When he was two-and-half-years-old, my grandson, Andrew, came across a fresh pile of dog poo in the yard. Having been told repeatedly to stay away from dog piles, he of course felt an irresistible desire to step on it and squish it around.
Not liking the odor, he walked across the lawn trying to scrape his shoes clean. When the grass failed to do the job, he headed for the patio and skidded across the concrete, leaving a trail of “muddy” footprints.
Glancing out the window, I noticed his strange movements. When I opened the door, I was greeted by a terrible smell, a sad little face, and the plaintive words, “Papa, clean me!”
Overcoming my impulse to chastise this smelly little boy, I instead knelt down and pulled his shoes off his feet, telling him, “Papa will get you clean, Drew.” We then grabbed the hose and began to spray away the evidence of his latest adventure.
As we finished the job, Drew rewarded my efforts with a glowing smile and a simple but priceless confession. “I sorry for mess, Papa. Thank you clean me.”
As I reflected on this episode a few minutes later, I found myself driven to prayer.

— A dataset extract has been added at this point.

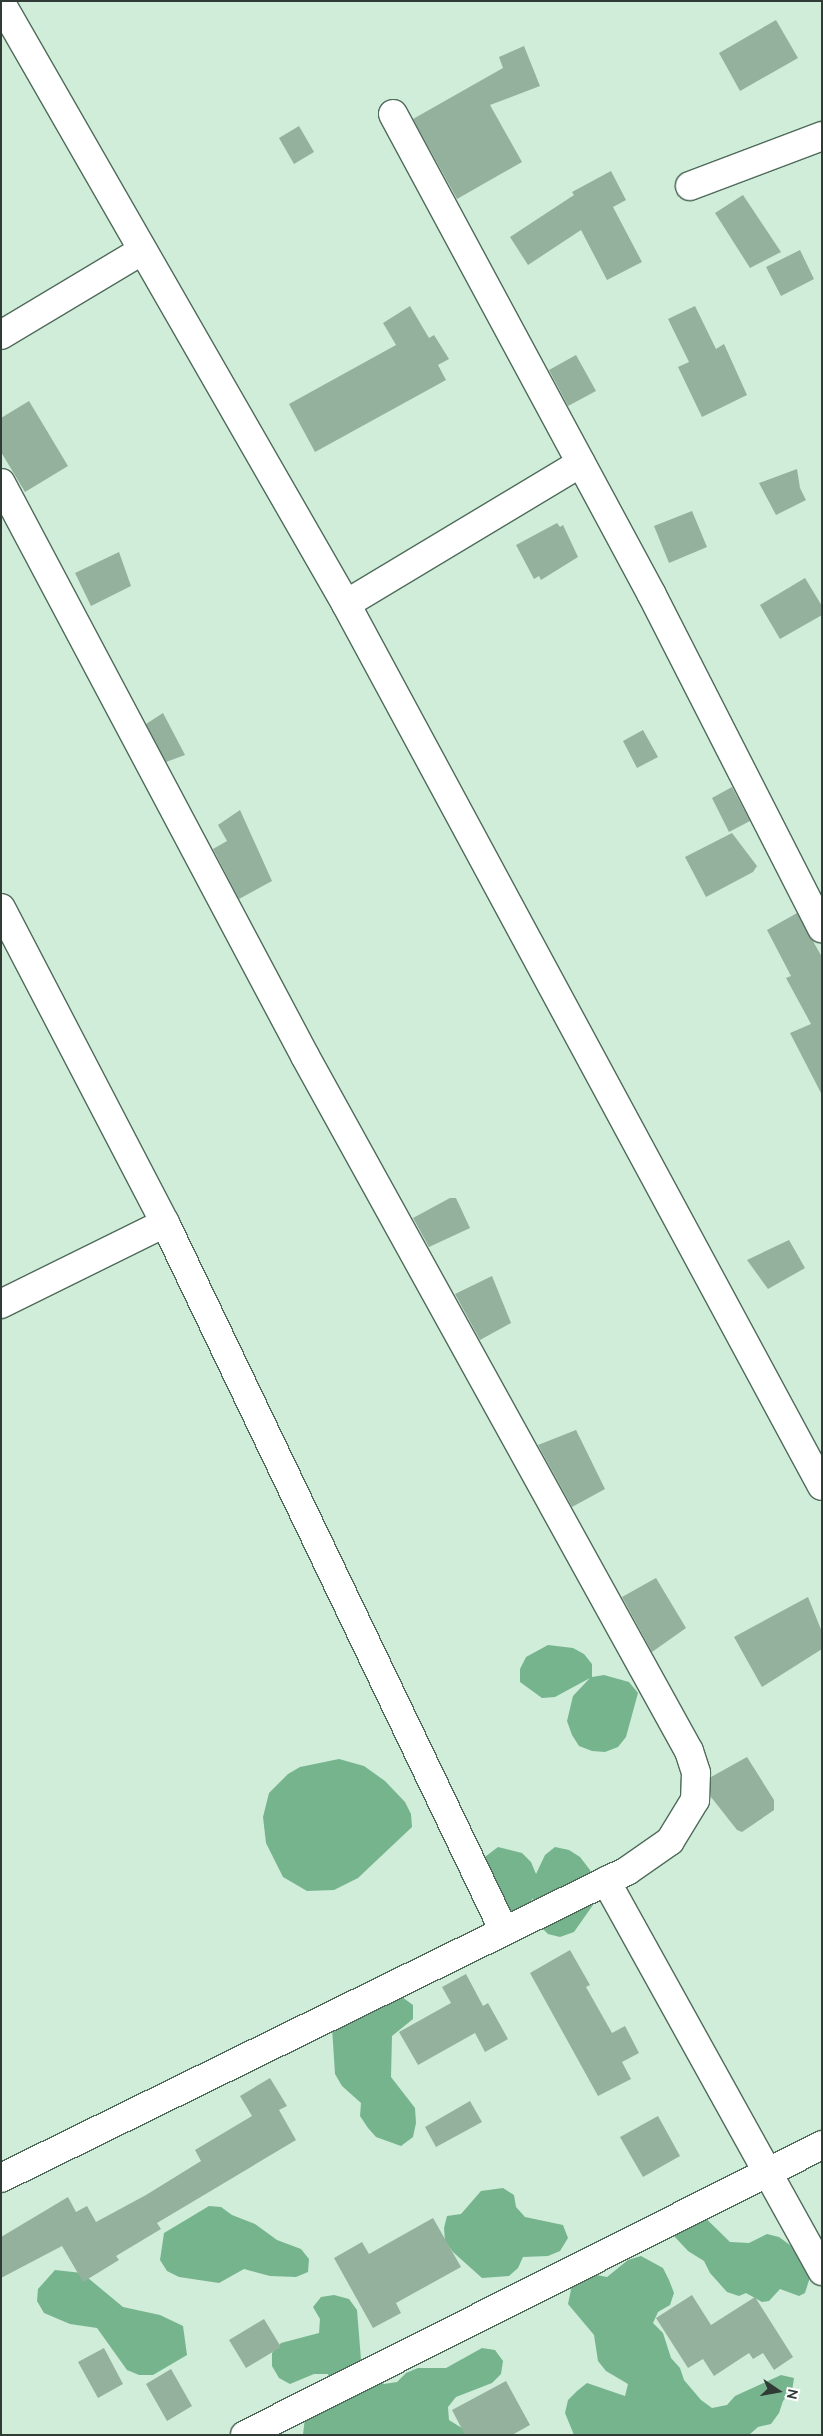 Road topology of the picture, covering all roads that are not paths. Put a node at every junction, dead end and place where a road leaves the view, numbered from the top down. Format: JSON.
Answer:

“Oh God, I do the same thing Drew did. Whenever I say or do things I know I shouldn’t, I make such a mess. And when I try to conceal my wrongs or fix them myself, I only make them worse.”

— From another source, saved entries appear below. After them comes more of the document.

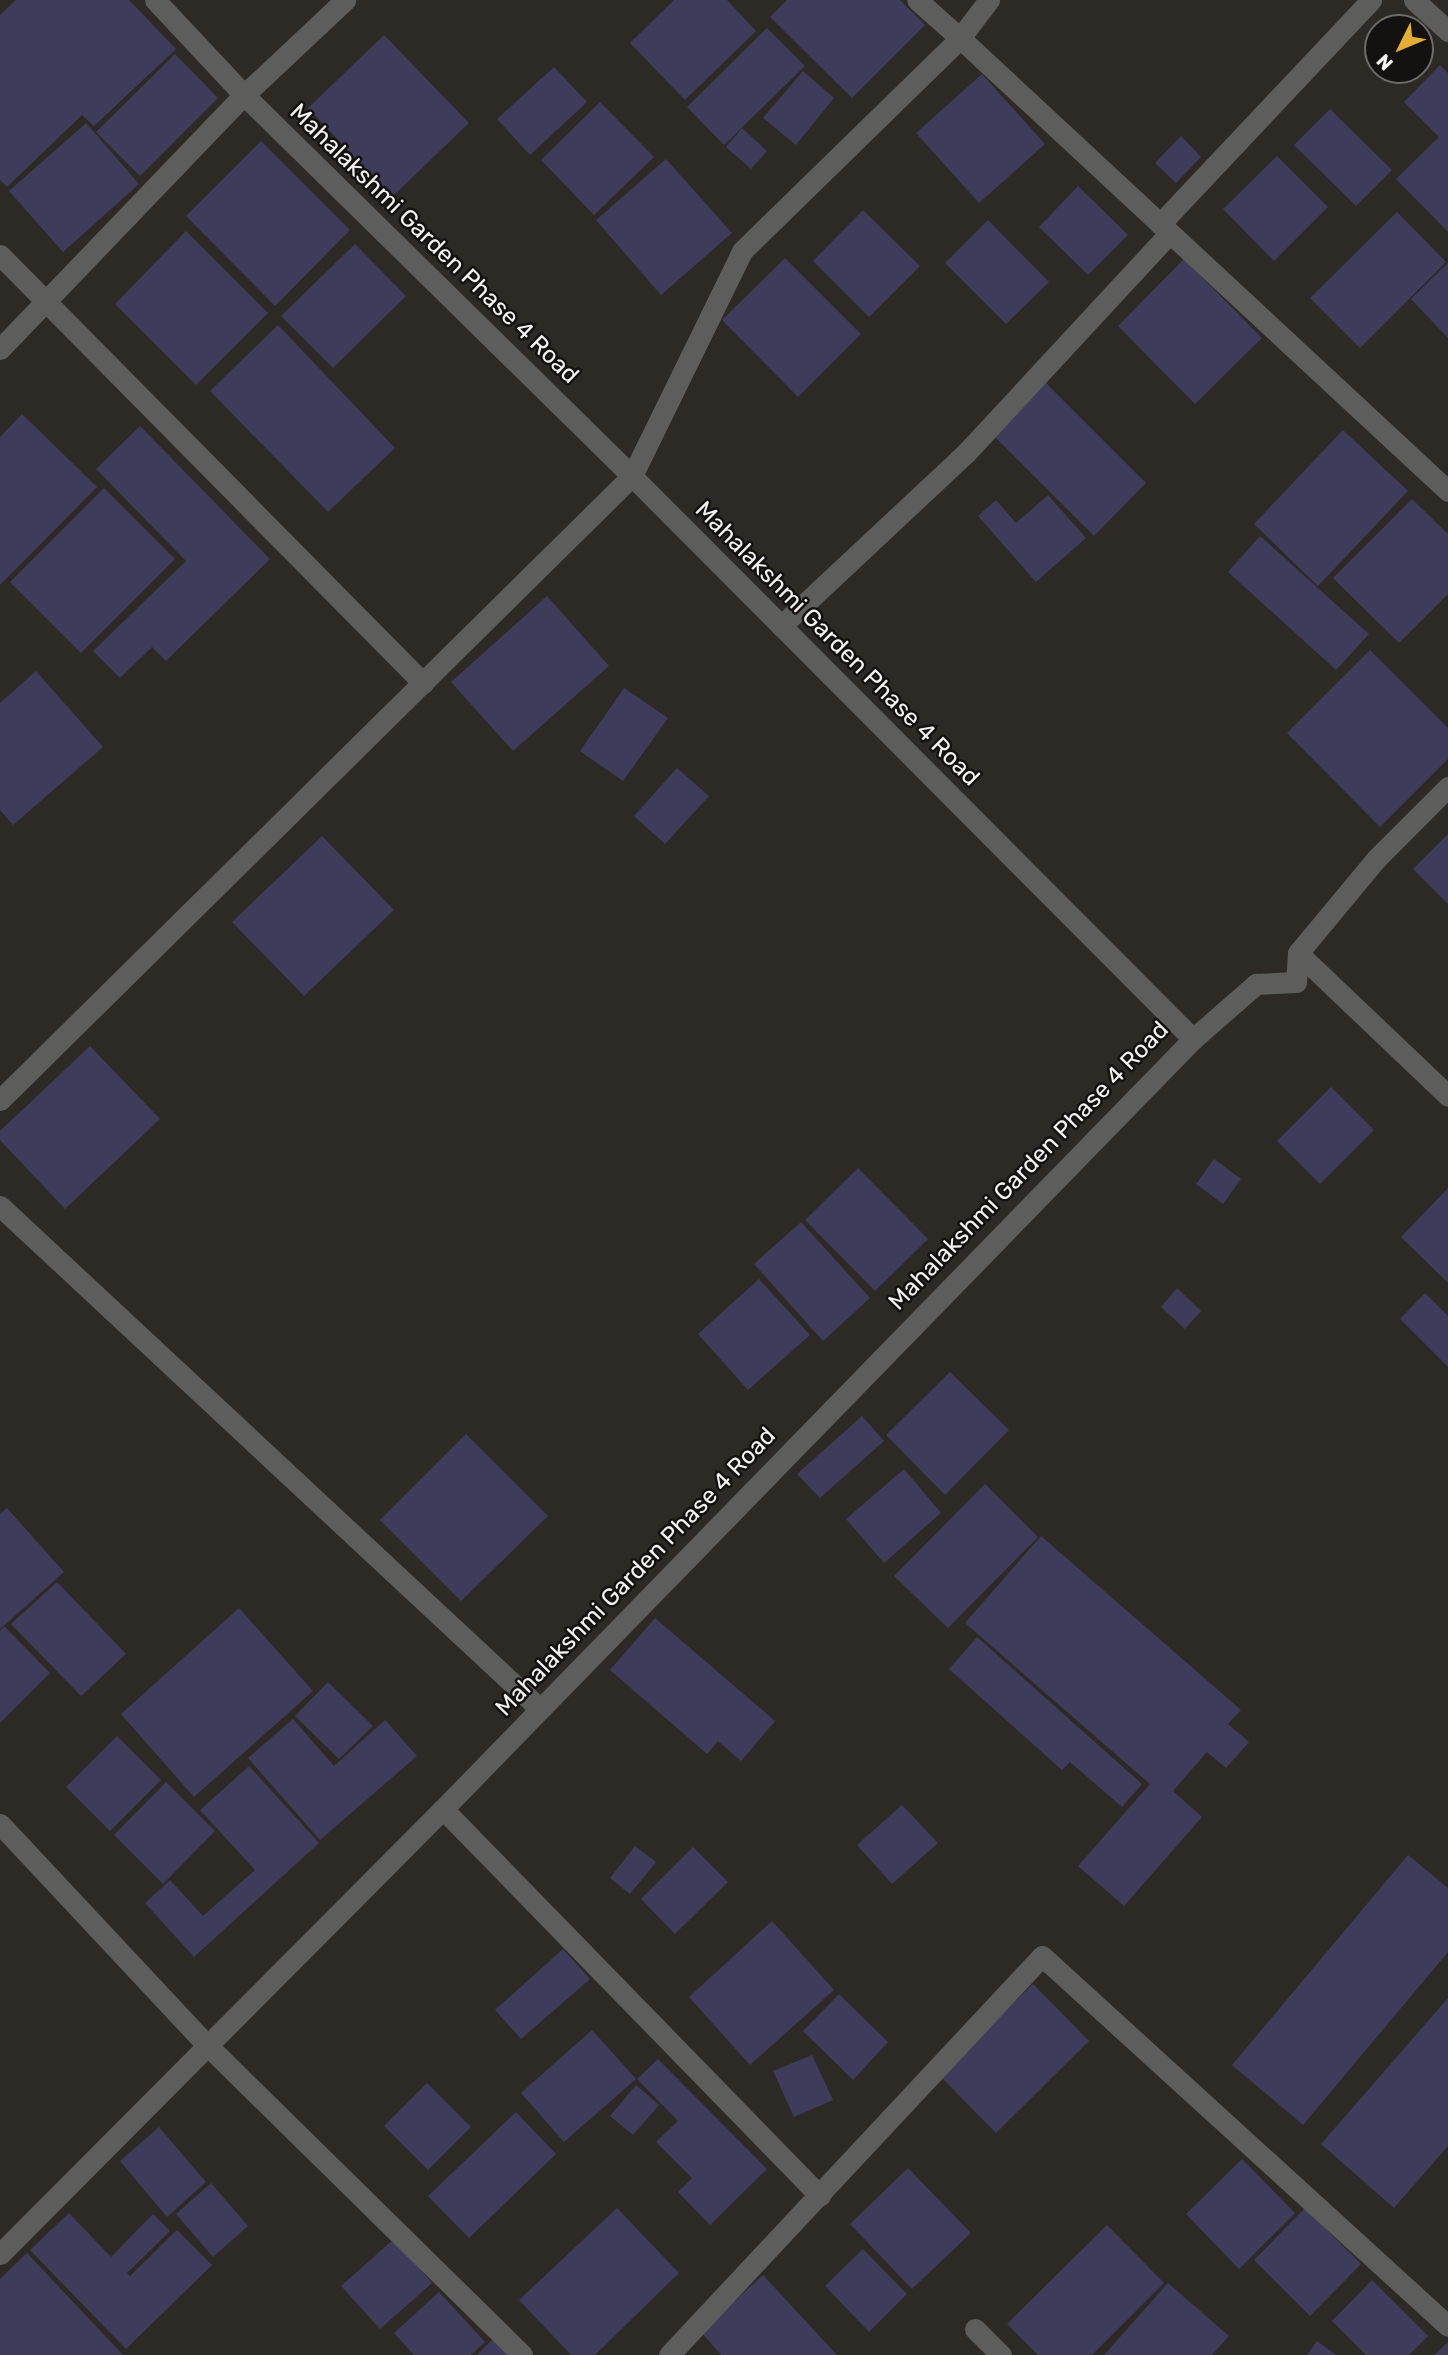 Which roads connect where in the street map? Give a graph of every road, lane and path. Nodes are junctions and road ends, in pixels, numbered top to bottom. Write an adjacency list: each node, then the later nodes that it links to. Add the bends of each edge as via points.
1 (155, 0): 9 (street, Mahalakshmi Garden Phase 4 Road)
2 (345, 0): 9 (street)
3 (917, 0): 8 (street)
4 (989, 0): 8 (street)
5 (1371, 0): 10 (street)
6 (1414, 0): 7 (street)
7 (1448, 31)
8 (960, 38): 10 (street); 14 (street, via 742,251)
9 (244, 95): 12 (street); 14 (street, Mahalakshmi Garden Phase 4 Road)
10 (1165, 229): 15 (street); 16 (street, via 966,453)
11 (0, 254): 12 (street)
12 (44, 303): 13 (street); 17 (street)
13 (0, 349)
14 (632, 476): 16 (street, Mahalakshmi Garden Phase 4 Road); 17 (street)
15 (1448, 491)
16 (781, 626): 20 (street, Mahalakshmi Garden Phase 4 Road)
17 (423, 683): 22 (street)
18 (1448, 787): 19 (street, via 1376,859)
19 (1298, 953): 20 (street, via 1296,982 1256,984); 21 (street)
20 (1193, 1039): 24 (street, Mahalakshmi Garden Phase 4 Road)
21 (1448, 1096)
22 (0, 1100)
23 (0, 1206): 24 (street)
24 (539, 1708): 25 (street, Mahalakshmi Garden Phase 4 Road)
25 (443, 1809): 27 (street, Mahalakshmi Garden Phase 4 Road); 28 (street)
26 (0, 1824): 27 (street)
27 (209, 2047): 29 (street, Mahalakshmi Garden Phase 4 Road); 32 (street)
28 (820, 2196): 30 (street, via 1042,1956); 33 (street)
29 (0, 2254)
30 (1448, 2326)
31 (975, 2329): 34 (street)
32 (522, 2355)
33 (668, 2355)
34 (1001, 2355)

“But you are so gracious. You don’t condemn or shame me, or rub my face in my sin. All I need to say is, “God, please help me.” And then without rebuke, you cover me with your mercy and forgiveness, washing away the stain of my sin.”
“Help me to come to you more like Drew came to me. Humble, without excusing or blaming. Simply admitting my need and depending utterly on you as the only one who can clean and change me.”
“And please, God, make me more like you. Slow to criticize. Safe to approach. Eager to forgive. Glad to cover and wash away the wrongs of others.”
After I prayed, I realized that God had just given me another little lesson in relational wisdom: other-awareness (seeing Drew’s need and responding with kindness), self-awareness (seeing myself more accurately and seeking to change), and God-awareness (seeing God’s grace and discipline a little more clearly and praying that he would make me more like him).